### [Provided entries]
- - -

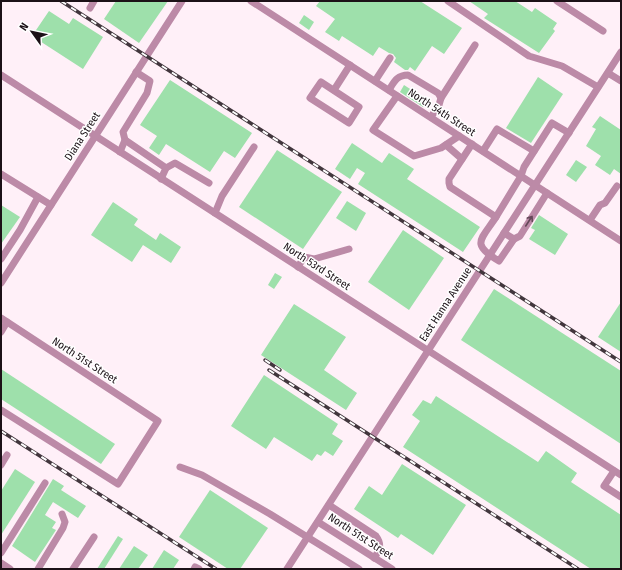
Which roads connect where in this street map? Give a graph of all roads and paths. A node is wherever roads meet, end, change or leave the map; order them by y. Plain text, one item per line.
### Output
1 (94, 1) edge
2 (182, 1) edge
3 (251, 1) edge
4 (448, 1) edge
5 (557, 1) edge
6 (90, 8) dead end
7 (604, 31) dead end
8 (475, 45) dead end
9 (621, 52) edge
10 (390, 58) dead end
11 (350, 65) junction
12 (136, 72) junction
13 (608, 73) junction
14 (1, 75) edge
15 (375, 81) junction
16 (621, 81) edge
17 (598, 87) junction
18 (334, 90) junction
19 (389, 90) junction
20 (397, 96) junction
21 (441, 98) junction
22 (431, 117) junction
23 (569, 133) junction
24 (95, 136) junction
25 (460, 136) junction
26 (125, 140) junction
27 (472, 144) junction
28 (446, 145) junction
29 (254, 147) dead end
30 (483, 151) junction
31 (534, 151) junction
32 (120, 152) junction
33 (462, 159) junction
34 (166, 168) junction
35 (1, 174) edge
36 (521, 176) junction
37 (161, 178) junction
38 (209, 183) dead end
39 (535, 184) junction
40 (617, 186) dead end
41 (547, 192) junction
42 (38, 197) junction
43 (51, 205) junction
44 (215, 213) junction
45 (496, 217) junction
46 (590, 220) junction
47 (504, 233) junction
48 (517, 237) junction
49 (621, 240) edge
50 (349, 249) dead end
51 (490, 255) junction
52 (1, 259) edge
53 (298, 267) junction
54 (1, 283) edge
55 (4, 320) edge
56 (1, 332) edge
57 (428, 351) junction
58 (1, 410) edge
59 (7, 456) dead end
60 (1, 465) edge
61 (180, 467) dead end
62 (614, 470) junction
63 (621, 475) edge
64 (45, 483) dead end
65 (621, 497) edge
66 (329, 505) junction
67 (62, 514) dead end
68 (318, 522) junction
69 (94, 537) dead end
70 (308, 537) junction
71 (1, 553) edge
72 (374, 558) junction
73 (1, 563) edge
74 (10, 569) edge
75 (38, 569) edge
76 (73, 569) edge
77 (194, 569) edge
78 (198, 569) edge
79 (287, 569) edge
80 (360, 569) edge
81 (392, 569) edge

1 - 6 street
2 - 12 street, Diana Street
3 - 11 street, North 54th Street
4 - 17 street
5 - 7 street
8 - 21 street
9 - 13 street, East Hanna Avenue
10 - 15 street
11 - 15 street, North 54th Street
11 - 18 street
12 - 24 street, Diana Street
12 - 26 street
13 - 16 street
13 - 17 street, East Hanna Avenue
14 - 24 street, North 53rd Street
15 - 19 street, North 54th Street
17 - 23 street, East Hanna Avenue
18 - 18 street
19 - 20 street, North 54th Street
19 - 21 street
20 - 22 street, North 54th Street
20 - 28 street
21 - 22 street
22 - 25 street, North 54th Street
23 - 31 street
23 - 39 street, East Hanna Avenue
24 - 32 street, North 53rd Street
24 - 43 street, Diana Street
25 - 27 street, North 54th Street
25 - 28 street
26 - 32 street
26 - 34 street
27 - 30 street, North 54th Street
27 - 33 street
28 - 33 street
29 - 44 street
30 - 31 street
30 - 36 street, North 54th Street
31 - 36 street
32 - 37 street, North 53rd Street
33 - 45 street
34 - 37 street
34 - 38 street
35 - 42 street
36 - 39 street, North 54th Street
36 - 45 street
37 - 44 street, North 53rd Street
39 - 41 street, North 54th Street
39 - 47 street, East Hanna Avenue
40 - 46 street
41 - 46 street, North 54th Street
48 -> 41 street
42 - 43 street
42 - 52 street
43 - 54 street, Diana Street
44 - 53 street, North 53rd Street
45 - 51 street
46 - 49 street, North 54th Street
47 - 48 street
47 - 51 street, East Hanna Avenue
48 - 51 street
50 - 53 street
51 - 57 street, East Hanna Avenue
53 - 57 street, North 53rd Street
55 - 56 street
55 - 58 street, North 51st Street
57 - 62 street, North 53rd Street
57 - 66 street, East Hanna Avenue
59 - 60 street
61 - 70 street
62 - 63 street, North 53rd Street
62 - 65 street
64 - 71 street
66 - 68 street, East Hanna Avenue
66 - 72 street
67 - 75 street
68 - 70 street, East Hanna Avenue
68 - 72 street, North 51st Street
69 - 76 street
70 - 79 street, East Hanna Avenue
70 - 80 street
72 - 81 street, North 51st Street
73 - 74 street
77 - 78 street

- - -

### [Exercise]
If a line of the records above holds the word "Diana", show it.

### [Completed exercise]
2 - 12 street, Diana Street
12 - 24 street, Diana Street
24 - 43 street, Diana Street
43 - 54 street, Diana Street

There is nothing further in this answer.